Eine Dreiviertelstunde später nahm das Polizeiaufgebot fast den ganzen Vorhof ein und die beiden Frauen waren froh, dass die Geschäftigkeit der Ermittlungen sie aus ihrer Benommenheit riss.

Hauptkommissar Jan Berger setzte zu ihrer Erleichterung nicht das befürchtete »Hab-ich's-doch-geahnt-aber-ihr-habt-ja-nicht-auf-mich-gehört-Gesicht« auf, sondern vermittelte Alexandra und Marie das Gefühl, der Fels in der Brandung zu sein.

»Damit das schon einmal klar ist«, bemerkte er, keinen Widerspruch duldend, »ab sofort wohne ich bei euch. Jedenfalls, bis der Täter gefasst ist.« Ein rascher Seitenblick auf Marie, die ihn voller Erleichterung ansah, brachte ihn zum Lächeln, das sie erwiderte. »Gut, dass das Album noch bei mir im Büro liegt«, setzte er ernst fort, »wenigstens was das angeht, habt ihr auf mich gehört. So, wie sich die Dinge jetzt darstellen, muss tatsächlich jemand ein ausgesprochenes Interesse daran haben. Jedenfalls weit mehr, als ich mir selbst vorgestellt habe.«

»Was meinst du, wann die Kollegen fertig sind, sodass wir mit dem Aufräumen anfangen können?«, fragte Alexandra erschöpft.

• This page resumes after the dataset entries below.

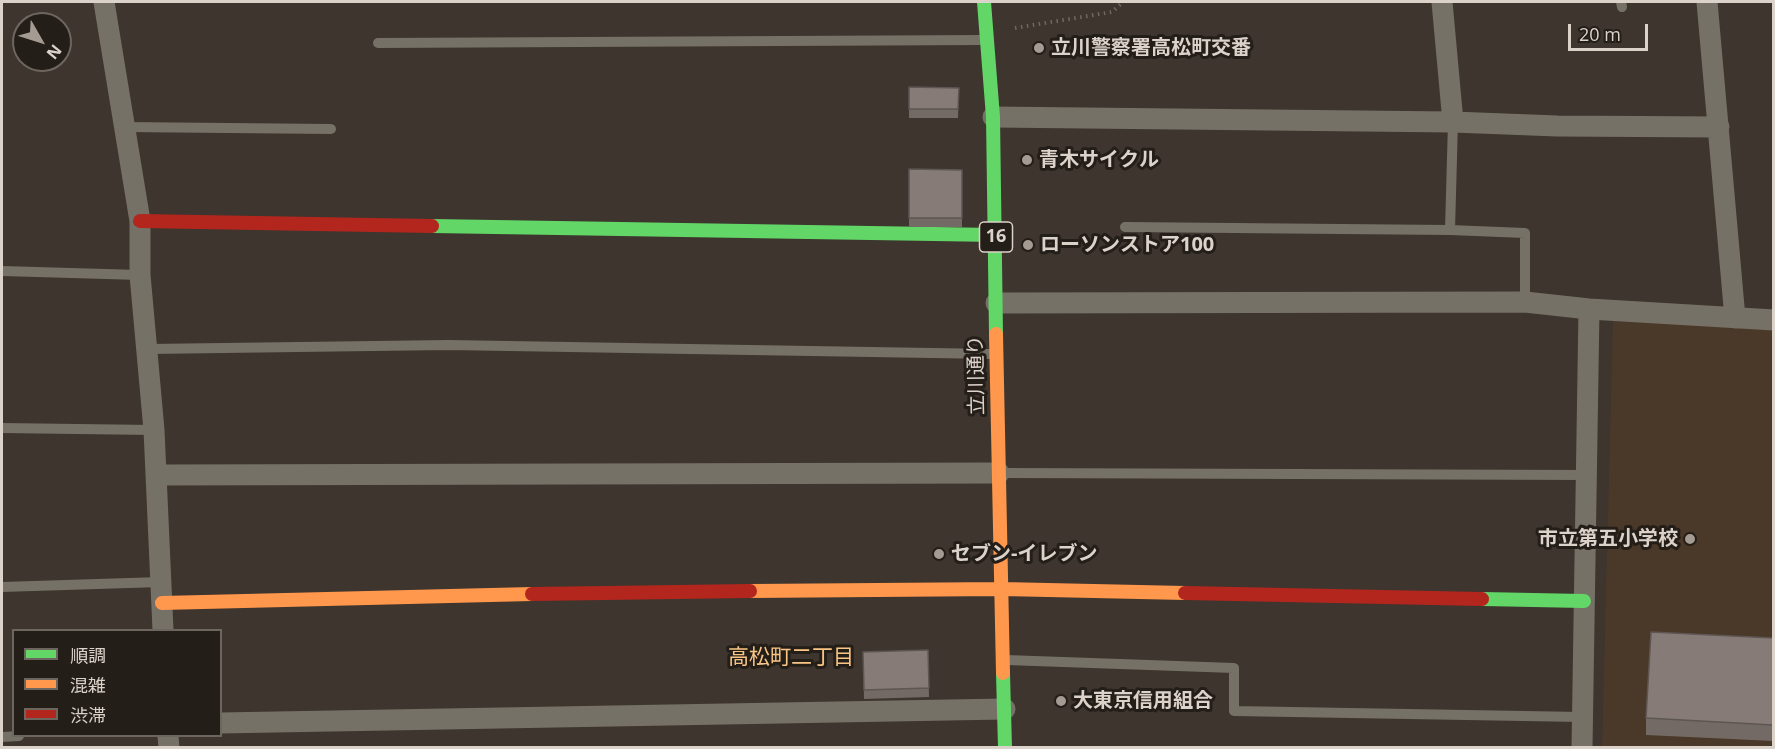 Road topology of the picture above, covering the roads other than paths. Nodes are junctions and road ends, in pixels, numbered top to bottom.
1 (104, 2) edge
2 (984, 2) edge
3 (1442, 2) edge
4 (1707, 2) edge
5 (987, 40) junction
6 (378, 43) dead end
7 (993, 117) junction
8 (1453, 122) junction
9 (124, 127) junction
10 (1719, 128) junction
11 (331, 129) dead end
12 (140, 221) junction
13 (1125, 227) dead end
14 (1450, 230) junction
15 (996, 235) junction
16 (2, 271) edge
17 (140, 275) junction
18 (1525, 302) junction
19 (996, 303) junction
20 (1589, 309) junction
21 (1735, 318) junction
22 (1773, 320) edge
23 (148, 349) junction
24 (996, 354) junction
25 (2, 428) edge
26 (154, 430) junction
27 (999, 472) junction
28 (157, 475) junction
29 (1586, 475) junction
30 (161, 582) junction
31 (2, 587) edge
32 (1002, 589) junction
33 (1584, 601) junction
34 (162, 603) junction
35 (163, 629) edge
36 (1004, 660) junction
37 (1005, 709) junction
38 (1582, 717) junction
39 (222, 723) edge
40 (1005, 747) edge
41 (1582, 747) edge

1 - 9 street
2 - 5 street, 立川通り / 16
3 - 8 street
4 - 10 street
5 - 6 lane
5 - 7 street, 立川通り / 16
7 - 8 street
7 - 15 street, 立川通り / 16
8 - 10 street
8 - 14 lane
9 - 11 lane
9 - 12 street
10 - 21 street
12 - 15 street
12 - 17 street
13 - 14 lane
14 - 18 lane
15 - 19 street, 立川通り / 16
16 - 17 lane
17 - 23 street
18 - 19 street
18 - 20 street
19 - 24 street, 立川通り / 16
20 - 21 street
20 - 29 street
21 - 22 street
23 - 24 lane
23 - 26 street
24 - 27 street, 立川通り / 16
25 - 26 lane
26 - 28 street
27 - 28 street
27 - 29 lane
27 - 32 street, 立川通り / 16
28 - 30 street
29 - 33 street
30 - 31 lane
30 - 34 street
32 - 33 street
32 - 34 street
32 - 36 street, 立川通り / 16
33 - 38 street
34 - 35 street
36 - 37 street, 立川通り / 16
36 - 38 lane
37 - 39 street
37 - 40 street, 立川通り / 16
38 - 41 street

»Soll ich dir mal was sagen? Wir machen heute nur noch so viel Ordnung, dass wir in Ruhe übernachten können. Wenn alle weg sind, hole ich uns zwei Flaschen Wein – alles kann schließlich nicht kaputt sein – und wir versuchen, uns ein bisschen zu entspannen. Der Dreck liegt morgen auch noch da, dann können wir ihn immer noch wegräumen, über Nacht macht das sowieso keiner für uns.«

»Du hast recht«, seufzte Alexandra ergeben, »morgen können wir die Sache vielleicht systematischer angehen.«

»Chef, ich glaube, wir hätten da was. Jedenfalls gehört es keiner der beiden Damen, das habe ich schon abgeklärt.« Ein Mitarbeiter der Spusi streckte den Kopf in Alexandras – fast konnte man sagen ehemaliges – Wohnzimmer, wo Jan sich gerade einen Überblick verschaffte. »Sehen Sie mal!« Er hielt einen Zettelfetzen hoch, der bereits sorgfältig in einer Plastiktüte verstaut worden war. Jan trat hinzu und nahm die Tüte in die Hand. »Das sieht nach einer Online-Fahrkarte aus.« Er versuchte die verbliebenen Zahlen und Wortstücke zu entziffern, doch vergebens. »Geben Sie das morgen gleich ins Labor, Breuer, vielleicht können die da was rekonstruieren. Wenn das wirklich ein Ticket ist, hat der Eigentümer es mit seiner Kreditkarte bezahlt, was sozusagen ein Volltreffer wäre. Gut gemacht«, nickte er dem jungen Kollegen anerkennend zu, »eine heiße Spur haben wir jetzt also schon.«

»Alles nur wegen dieses elenden Kräuterschnaps-Rezeptes!« Alexandra schnappte empört nach Luft, während die beiden Freundinnen am nächsten Tag versuchten, das Chaos zu beseitigen.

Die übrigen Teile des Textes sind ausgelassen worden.